Despite creeping rumors that Asus’s ambitious new tablet was being put on hold, the company has confirmed it is 100% on schedule.
The Transformer Prime will begin shipping and fulfilling pre-orders next Monday, December 19.
Apparently, an online retailer called NCIX exhausted its pre-order allotment and when it began canceling new orders, that’s when the delay speculation began.
But in an e-mail to Slashgear.com, the company wrote, “We are trying to confirm who released this statement and for what purpose right now. At this point, we still show to be on schedule to start shipments the week of 12/19. I will provide an update once I have additional information.”
The Asus Transformer Prime is not your momma’s tablet. With the latest version of Android Honeycomb (3.2) and guaranteed upgrade-eligibility to Ice Cream Sandwich, a massive quad-core processor clocking in at 1.3 GHz, 1 GB of DDR2 RAM, and a 10.1-inch display, the Prime is chock full of iPad competition.
The device also packs in an 8-megapixel rear camera and a 1.2-megapixel front camera along with the standard inputs/outputs like HDMI and SD.

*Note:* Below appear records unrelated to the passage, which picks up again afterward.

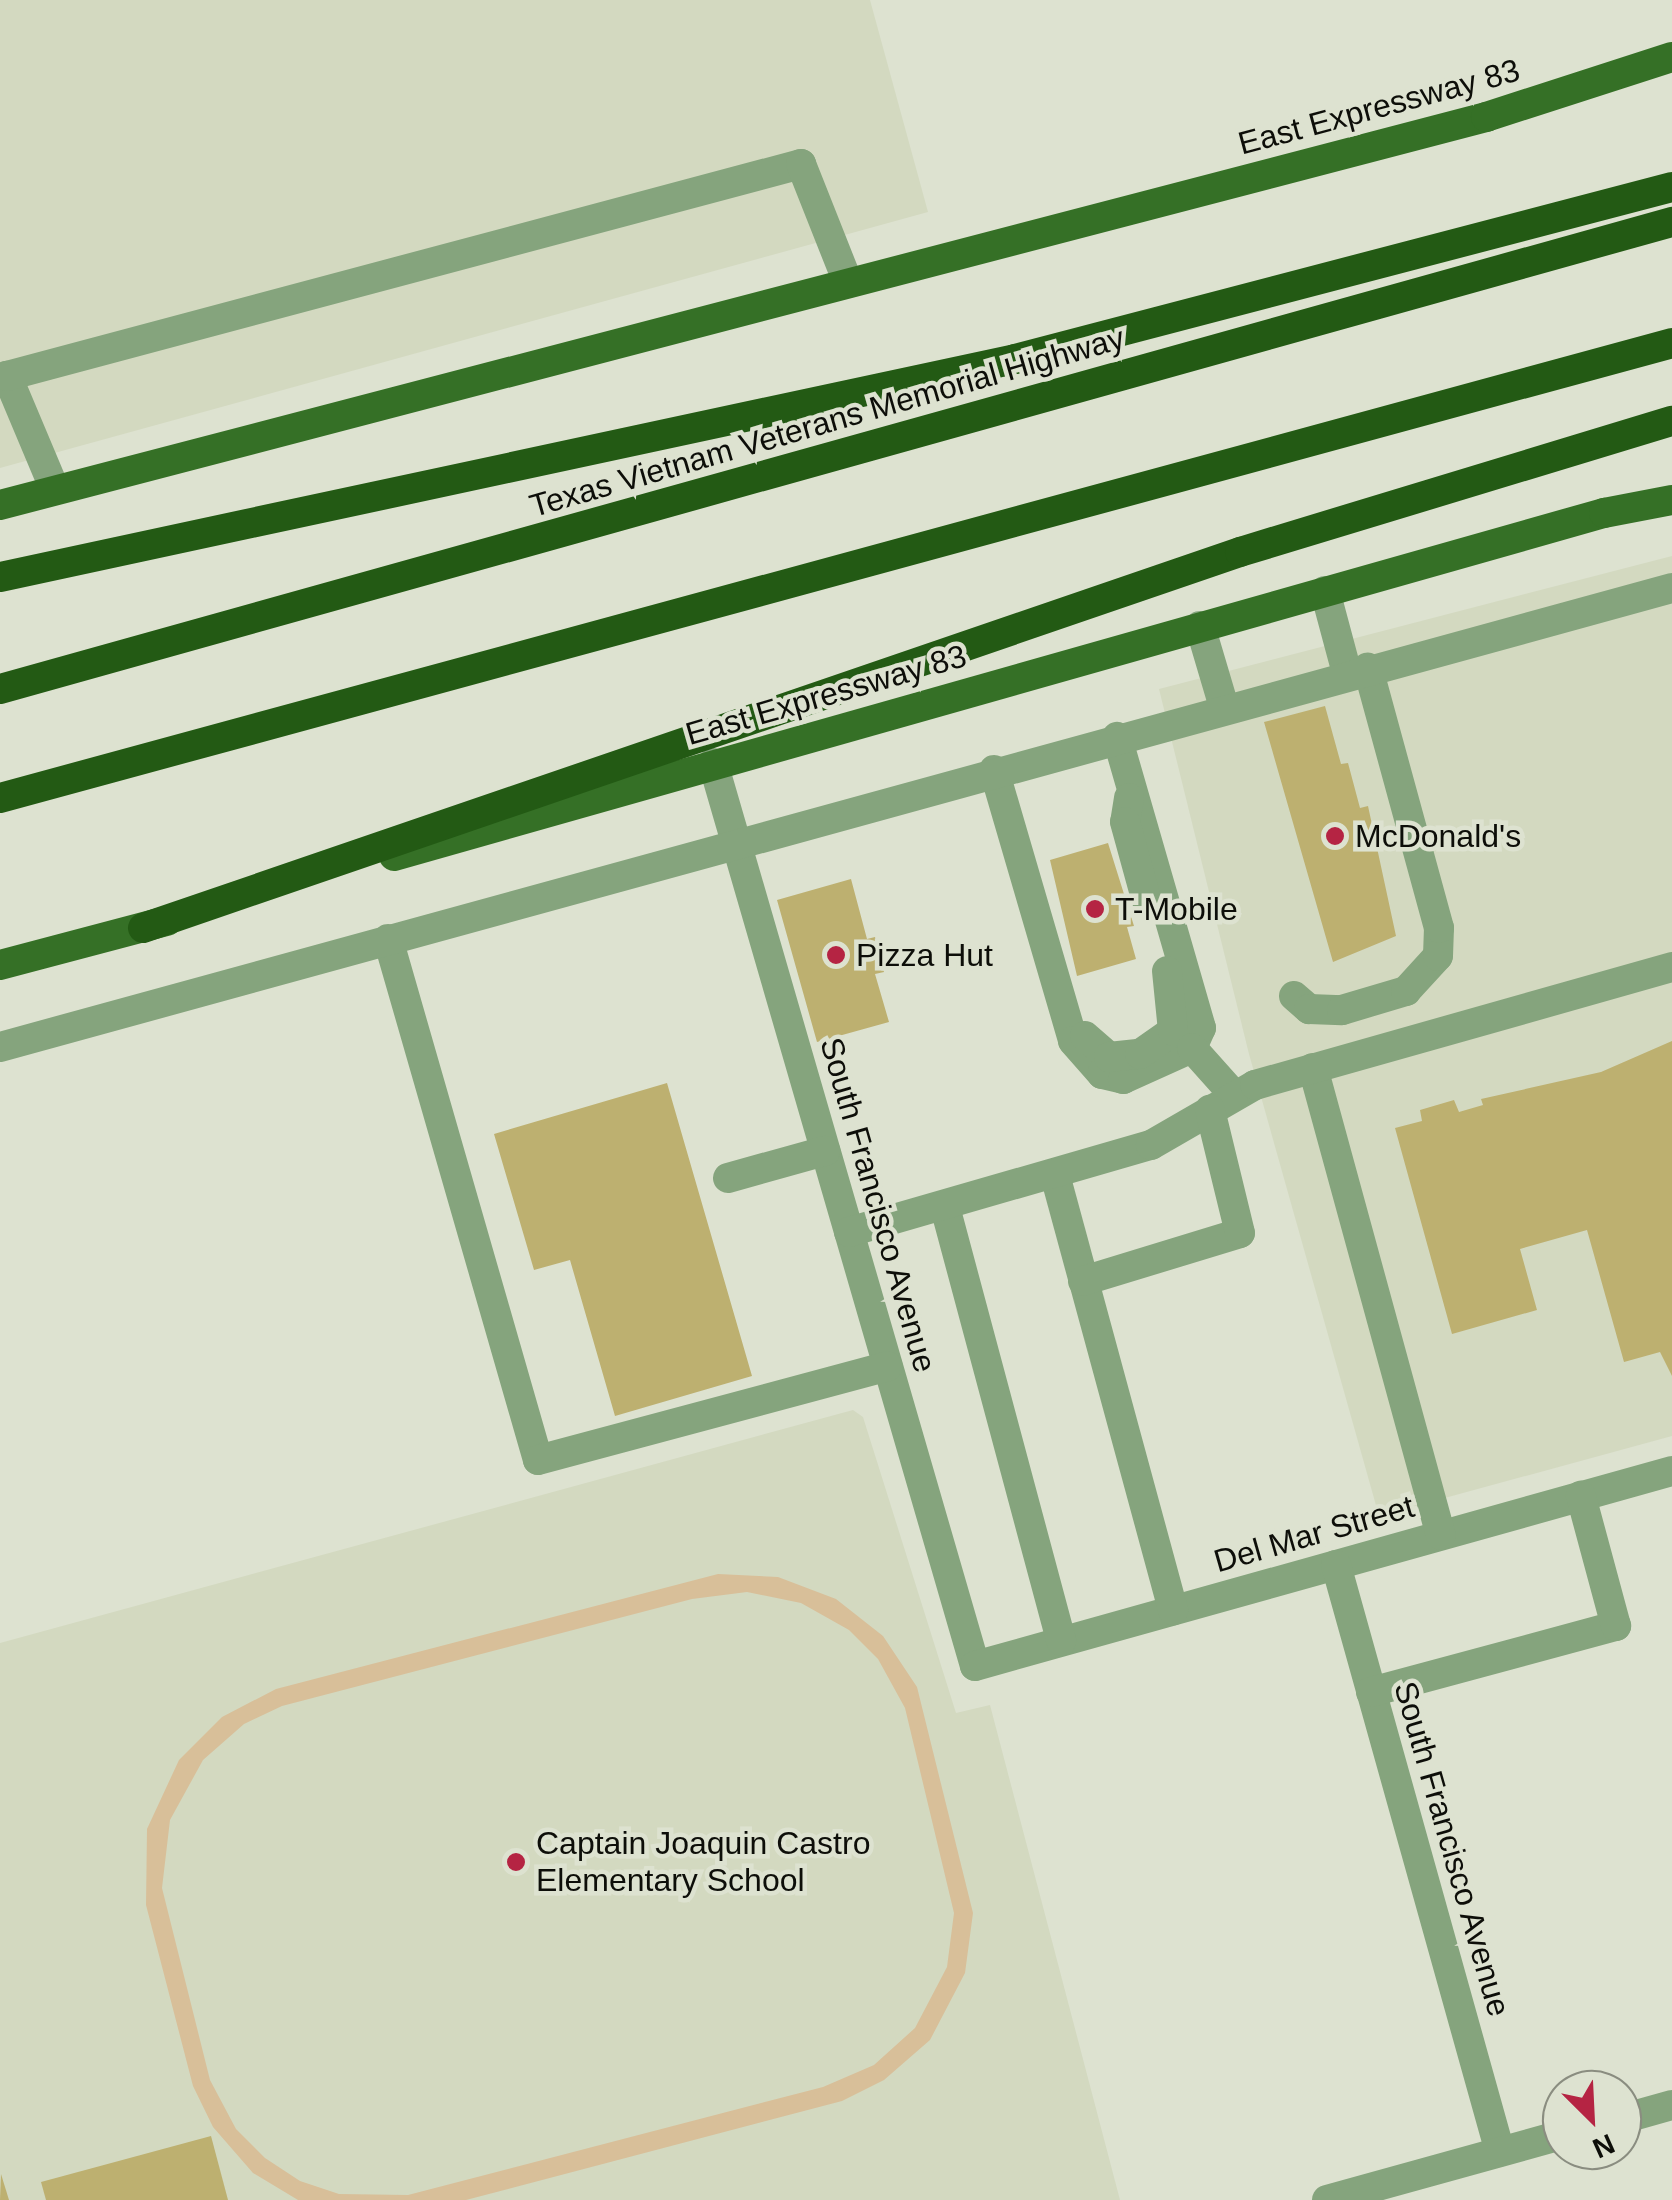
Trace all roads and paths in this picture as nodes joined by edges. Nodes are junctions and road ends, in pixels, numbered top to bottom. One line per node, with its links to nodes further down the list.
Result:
1 (1672, 57): 4 (main road, East Expressway 83)
2 (1672, 187): 11 (highway)
3 (1672, 222): 16 (highway, Texas Vietnam Veterans Memorial Highway)
4 (848, 284): 6 (street); 8 (main road, East Expressway 83)
5 (1672, 343): 22 (highway)
6 (3, 370): 8 (street)
7 (1672, 420): 25 (highway)
8 (55, 490): 10 (main road, East Expressway 83)
9 (1672, 500): 13 (main road, East Expressway 83)
10 (0, 505)
11 (0, 576)
12 (1672, 588): 15 (street)
13 (1325, 591): 14 (main road, East Expressway 83); 15 (street)
14 (1200, 626): 17 (street); 19 (main road, East Expressway 83)
15 (1358, 671): 17 (street); 29 (street)
16 (0, 689)
17 (1224, 707): 18 (street)
18 (1117, 737): 20 (street); 21 (street)
19 (713, 763): 23 (street, South Francisco Avenue); 25 (main road, East Expressway 83)
20 (994, 770): 23 (street); 24 (street)
21 (1131, 787): 24 (street); 31 (street)
22 (0, 798)
23 (736, 840): 26 (street); 34 (street, South Francisco Avenue)
24 (1028, 888): 31 (street)
25 (143, 928): 27 (main road, East Expressway 83)
26 (388, 938): 30 (street); 40 (street)
27 (0, 965)
28 (1672, 967): 32 (street)
29 (1294, 996)
30 (0, 1047)
31 (1192, 1048): 33 (street)
32 (1313, 1068): 33 (street); 43 (street)
33 (1222, 1103): 35 (street); 39 (street)
34 (826, 1151): 36 (street); 38 (street, South Francisco Avenue)
35 (1055, 1175): 37 (street); 39 (street)
36 (728, 1178)
37 (945, 1207): 38 (street); 46 (street)
38 (849, 1232): 40 (street, South Francisco Avenue)
39 (1082, 1281): 45 (street)
40 (888, 1366): 47 (street, South Francisco Avenue)
41 (1672, 1470): 42 (street, Del Mar Street)
42 (1581, 1496): 43 (street, Del Mar Street); 48 (street)
43 (1441, 1536): 44 (street, Del Mar Street)
44 (1336, 1565): 45 (street, Del Mar Street); 48 (street, South Francisco Avenue)
45 (1173, 1610): 46 (street, Del Mar Street)
46 (1061, 1642): 47 (street, Del Mar Street)
47 (975, 1666)
48 (1372, 1692): 52 (street, South Francisco Avenue)
49 (1672, 2105): 50 (street)
50 (1642, 2113)
51 (1542, 2141): 52 (street)
52 (1500, 2152): 53 (street)
53 (1327, 2200)

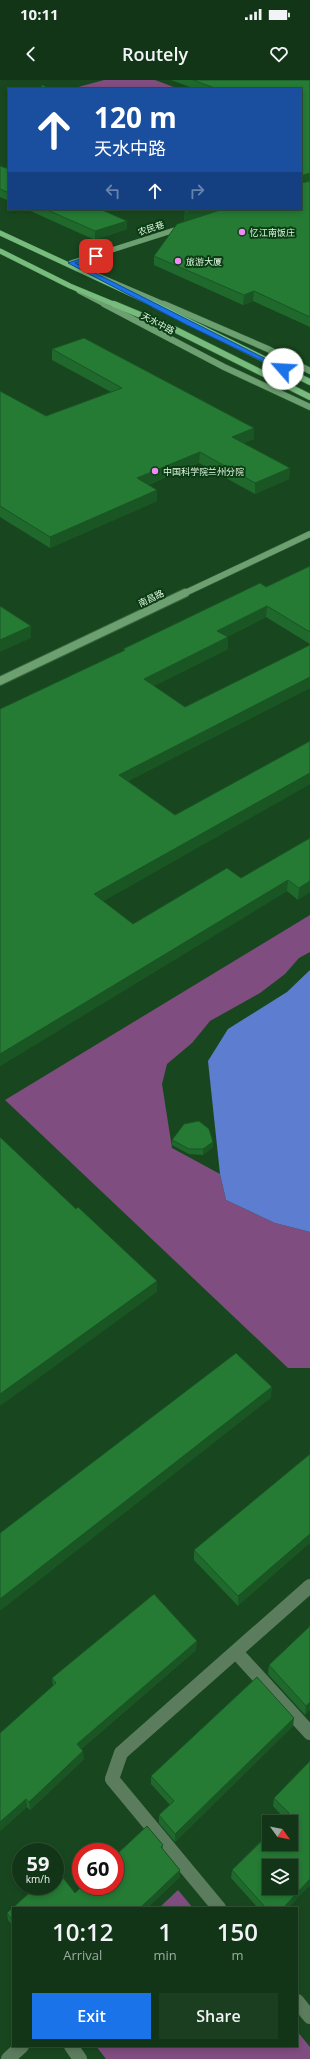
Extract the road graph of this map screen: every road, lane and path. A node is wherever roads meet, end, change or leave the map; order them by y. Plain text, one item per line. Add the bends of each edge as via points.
1 (192, 224) edge
2 (0, 233) edge
3 (0, 251) edge
4 (71, 263) junction
5 (96, 275) junction
6 (70, 286) junction
7 (310, 371) edge
8 (310, 382) edge
9 (310, 397) edge
10 (310, 407) edge
11 (310, 534) edge
12 (0, 681) edge
13 (310, 1586) edge
14 (236, 1652) junction
15 (310, 1733) edge
16 (218, 1907) edge
17 (298, 2002) edge
18 (310, 2017) edge
19 (21, 2047) edge
20 (72, 2047) edge
21 (8, 2059) edge
22 (80, 2059) edge

1 - 4 street, 农民巷
2 - 4 main road, 天水中路
3 - 6 main road, 天水中路
4 - 5 main road, 天水中路
5 - 7 street, 天水中路
5 - 8 main road via 189,324
6 - 9 main road via 174,329
6 - 10 street, 天水中路 via 224,367
11 - 12 street, 南昌路
13 - 14 street
14 - 15 street
14 - 16 street via 121,1753 112,1779
17 - 18 street
19 - 21 street
20 - 22 street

The device is available in 32 GB and 64 GB models, priced at a respectable $500 and $600. Color choices are “amethyst gray” and “champagne gold.” The tablet is up for pre-order at outlets like Best Buy, Amazon, and Tiger Direct.
What Asus really wants, though, is for you to buy the extra docking station, which acts as both a secondary battery and a keyboard, turning the tablet into a fully functional laptop with up to 18 hours of battery life, according to the company.
That will cost you an extra $150, but even with the two together, you’re getting a ton of computing power. So there’s no doubt that on a price-per-performance scale, the Transformer Prime can stack up quite nicely. But the real question is whether or not it will make a splash in the mainstream.
Asus does not have the appeal – or the marketing budget – of companies like Amazon or Samsung, and if people don’t know about the Transformer Prime it won’t be a serious competitor.
On the flip side, if it manages to generate a lot of media impressions, it could very well gain huge mass market attention and potentially even shake up the current dynamic of the tablet-PC market.
So there are two possible extremes here. We’ll have to wait and see which one the Prime ends up taking.